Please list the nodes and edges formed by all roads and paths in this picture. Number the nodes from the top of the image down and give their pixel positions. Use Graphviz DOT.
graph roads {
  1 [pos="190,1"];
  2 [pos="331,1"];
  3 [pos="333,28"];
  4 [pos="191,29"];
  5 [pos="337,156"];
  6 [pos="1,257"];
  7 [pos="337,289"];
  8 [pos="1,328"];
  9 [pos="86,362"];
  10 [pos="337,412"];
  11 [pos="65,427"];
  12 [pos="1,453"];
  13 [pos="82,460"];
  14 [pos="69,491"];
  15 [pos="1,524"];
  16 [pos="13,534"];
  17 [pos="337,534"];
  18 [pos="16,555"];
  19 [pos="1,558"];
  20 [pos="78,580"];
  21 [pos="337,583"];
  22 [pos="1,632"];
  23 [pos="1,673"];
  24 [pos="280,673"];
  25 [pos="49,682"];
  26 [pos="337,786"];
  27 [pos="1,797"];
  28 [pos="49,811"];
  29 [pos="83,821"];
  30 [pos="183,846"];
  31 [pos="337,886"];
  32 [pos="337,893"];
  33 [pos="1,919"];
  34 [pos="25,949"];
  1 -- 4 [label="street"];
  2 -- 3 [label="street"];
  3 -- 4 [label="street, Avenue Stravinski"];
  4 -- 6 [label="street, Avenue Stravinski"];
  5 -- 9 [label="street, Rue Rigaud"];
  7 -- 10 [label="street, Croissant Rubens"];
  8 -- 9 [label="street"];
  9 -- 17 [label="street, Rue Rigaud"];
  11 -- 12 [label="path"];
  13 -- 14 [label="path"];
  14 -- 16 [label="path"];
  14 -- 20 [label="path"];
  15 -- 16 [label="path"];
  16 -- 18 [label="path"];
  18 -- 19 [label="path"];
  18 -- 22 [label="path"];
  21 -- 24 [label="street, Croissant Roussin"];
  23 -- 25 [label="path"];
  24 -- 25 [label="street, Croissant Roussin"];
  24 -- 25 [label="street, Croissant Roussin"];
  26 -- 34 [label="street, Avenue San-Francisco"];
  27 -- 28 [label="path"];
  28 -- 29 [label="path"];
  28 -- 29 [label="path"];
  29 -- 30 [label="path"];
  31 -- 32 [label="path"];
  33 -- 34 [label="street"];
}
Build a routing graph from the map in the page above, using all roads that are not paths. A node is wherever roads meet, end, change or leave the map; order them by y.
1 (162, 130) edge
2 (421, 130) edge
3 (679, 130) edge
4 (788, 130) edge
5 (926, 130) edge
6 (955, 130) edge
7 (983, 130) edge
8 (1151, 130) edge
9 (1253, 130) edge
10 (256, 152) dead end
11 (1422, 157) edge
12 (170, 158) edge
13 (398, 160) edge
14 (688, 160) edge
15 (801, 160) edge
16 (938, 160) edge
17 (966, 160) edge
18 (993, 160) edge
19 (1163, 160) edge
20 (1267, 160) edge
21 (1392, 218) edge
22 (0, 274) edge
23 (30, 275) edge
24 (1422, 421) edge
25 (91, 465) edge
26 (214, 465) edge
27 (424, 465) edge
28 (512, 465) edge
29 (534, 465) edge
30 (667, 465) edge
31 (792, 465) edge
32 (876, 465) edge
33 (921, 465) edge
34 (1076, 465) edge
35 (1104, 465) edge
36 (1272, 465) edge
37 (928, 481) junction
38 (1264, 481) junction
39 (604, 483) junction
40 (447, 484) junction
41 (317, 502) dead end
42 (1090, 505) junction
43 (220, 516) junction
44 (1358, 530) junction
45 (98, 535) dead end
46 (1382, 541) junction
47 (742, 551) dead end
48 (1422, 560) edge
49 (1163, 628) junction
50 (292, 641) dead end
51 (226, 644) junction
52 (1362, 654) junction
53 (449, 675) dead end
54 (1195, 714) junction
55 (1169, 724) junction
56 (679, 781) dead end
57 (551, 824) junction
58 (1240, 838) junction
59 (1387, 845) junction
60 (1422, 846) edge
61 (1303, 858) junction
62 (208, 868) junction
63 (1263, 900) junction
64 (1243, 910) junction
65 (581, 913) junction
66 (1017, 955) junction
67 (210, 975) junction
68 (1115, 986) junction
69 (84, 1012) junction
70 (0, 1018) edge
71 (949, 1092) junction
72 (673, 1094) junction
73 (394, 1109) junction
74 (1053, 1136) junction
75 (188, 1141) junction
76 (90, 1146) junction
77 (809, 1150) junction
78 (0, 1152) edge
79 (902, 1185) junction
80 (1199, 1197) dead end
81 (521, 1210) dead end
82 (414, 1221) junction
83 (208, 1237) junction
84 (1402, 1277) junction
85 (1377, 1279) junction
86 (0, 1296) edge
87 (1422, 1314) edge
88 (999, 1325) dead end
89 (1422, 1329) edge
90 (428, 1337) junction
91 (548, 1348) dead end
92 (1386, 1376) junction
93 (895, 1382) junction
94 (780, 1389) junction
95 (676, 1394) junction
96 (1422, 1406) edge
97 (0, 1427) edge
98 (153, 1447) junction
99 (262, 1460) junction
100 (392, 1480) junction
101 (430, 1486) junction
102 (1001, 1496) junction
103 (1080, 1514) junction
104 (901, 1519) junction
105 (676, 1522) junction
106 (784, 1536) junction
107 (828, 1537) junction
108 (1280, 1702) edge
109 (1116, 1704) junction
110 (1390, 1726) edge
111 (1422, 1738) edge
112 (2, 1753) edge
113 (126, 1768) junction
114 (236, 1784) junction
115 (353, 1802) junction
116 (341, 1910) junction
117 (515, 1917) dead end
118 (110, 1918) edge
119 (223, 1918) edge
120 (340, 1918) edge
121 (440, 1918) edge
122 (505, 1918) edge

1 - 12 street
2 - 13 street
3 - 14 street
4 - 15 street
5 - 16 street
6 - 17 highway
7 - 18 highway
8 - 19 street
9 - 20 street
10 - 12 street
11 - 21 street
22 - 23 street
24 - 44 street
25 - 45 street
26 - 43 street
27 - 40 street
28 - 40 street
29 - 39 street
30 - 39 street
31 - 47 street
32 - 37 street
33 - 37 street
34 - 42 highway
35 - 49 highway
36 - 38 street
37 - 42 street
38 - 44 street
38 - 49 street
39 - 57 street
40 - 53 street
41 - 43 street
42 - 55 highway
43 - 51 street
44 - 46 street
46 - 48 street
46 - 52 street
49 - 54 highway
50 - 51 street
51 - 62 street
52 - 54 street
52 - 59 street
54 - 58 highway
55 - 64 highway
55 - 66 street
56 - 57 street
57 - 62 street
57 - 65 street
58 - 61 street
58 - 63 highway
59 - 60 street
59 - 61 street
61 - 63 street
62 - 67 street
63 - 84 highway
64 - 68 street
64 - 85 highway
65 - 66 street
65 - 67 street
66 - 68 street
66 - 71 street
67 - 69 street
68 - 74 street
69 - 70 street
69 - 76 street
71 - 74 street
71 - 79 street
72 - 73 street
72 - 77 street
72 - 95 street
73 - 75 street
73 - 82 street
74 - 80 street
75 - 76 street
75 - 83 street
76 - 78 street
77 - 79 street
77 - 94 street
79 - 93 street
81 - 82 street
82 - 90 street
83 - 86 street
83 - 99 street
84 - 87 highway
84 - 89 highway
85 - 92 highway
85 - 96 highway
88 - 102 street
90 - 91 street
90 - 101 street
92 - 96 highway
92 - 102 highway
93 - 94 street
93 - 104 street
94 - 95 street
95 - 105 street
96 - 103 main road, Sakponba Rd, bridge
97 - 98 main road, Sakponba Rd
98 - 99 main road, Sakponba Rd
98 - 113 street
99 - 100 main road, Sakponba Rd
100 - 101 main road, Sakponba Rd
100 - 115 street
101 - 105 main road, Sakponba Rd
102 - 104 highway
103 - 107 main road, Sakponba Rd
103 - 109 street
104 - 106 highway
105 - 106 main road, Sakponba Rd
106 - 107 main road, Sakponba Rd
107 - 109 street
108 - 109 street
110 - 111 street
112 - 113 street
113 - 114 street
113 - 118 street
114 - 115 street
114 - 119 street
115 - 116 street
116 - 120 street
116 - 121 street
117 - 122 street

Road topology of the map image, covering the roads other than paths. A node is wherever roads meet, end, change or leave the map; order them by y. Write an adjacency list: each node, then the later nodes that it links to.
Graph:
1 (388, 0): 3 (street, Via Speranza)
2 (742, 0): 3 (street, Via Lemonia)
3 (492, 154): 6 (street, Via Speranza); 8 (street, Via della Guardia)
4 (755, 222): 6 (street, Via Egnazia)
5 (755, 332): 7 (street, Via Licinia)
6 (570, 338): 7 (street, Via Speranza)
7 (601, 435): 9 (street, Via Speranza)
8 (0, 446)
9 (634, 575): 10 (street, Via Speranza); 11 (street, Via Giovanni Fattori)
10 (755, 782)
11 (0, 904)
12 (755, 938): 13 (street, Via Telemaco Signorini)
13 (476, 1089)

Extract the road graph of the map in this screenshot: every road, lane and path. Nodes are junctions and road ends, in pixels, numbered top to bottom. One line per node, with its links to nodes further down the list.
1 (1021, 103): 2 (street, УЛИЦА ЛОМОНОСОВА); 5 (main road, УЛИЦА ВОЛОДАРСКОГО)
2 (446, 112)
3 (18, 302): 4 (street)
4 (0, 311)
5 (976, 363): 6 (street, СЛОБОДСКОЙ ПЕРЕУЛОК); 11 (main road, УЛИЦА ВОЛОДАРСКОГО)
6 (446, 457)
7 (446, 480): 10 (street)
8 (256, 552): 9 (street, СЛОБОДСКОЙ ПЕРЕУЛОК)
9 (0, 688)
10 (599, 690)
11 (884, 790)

..............................

### [Required work]
The word "УЛИЦА" appears in some lines above. Return every one of those lines.

### [Solution below]
1 (1021, 103): 2 (street, УЛИЦА ЛОМОНОСОВА); 5 (main road, УЛИЦА ВОЛОДАРСКОГО)
5 (976, 363): 6 (street, СЛОБОДСКОЙ ПЕРЕУЛОК); 11 (main road, УЛИЦА ВОЛОДАРСКОГО)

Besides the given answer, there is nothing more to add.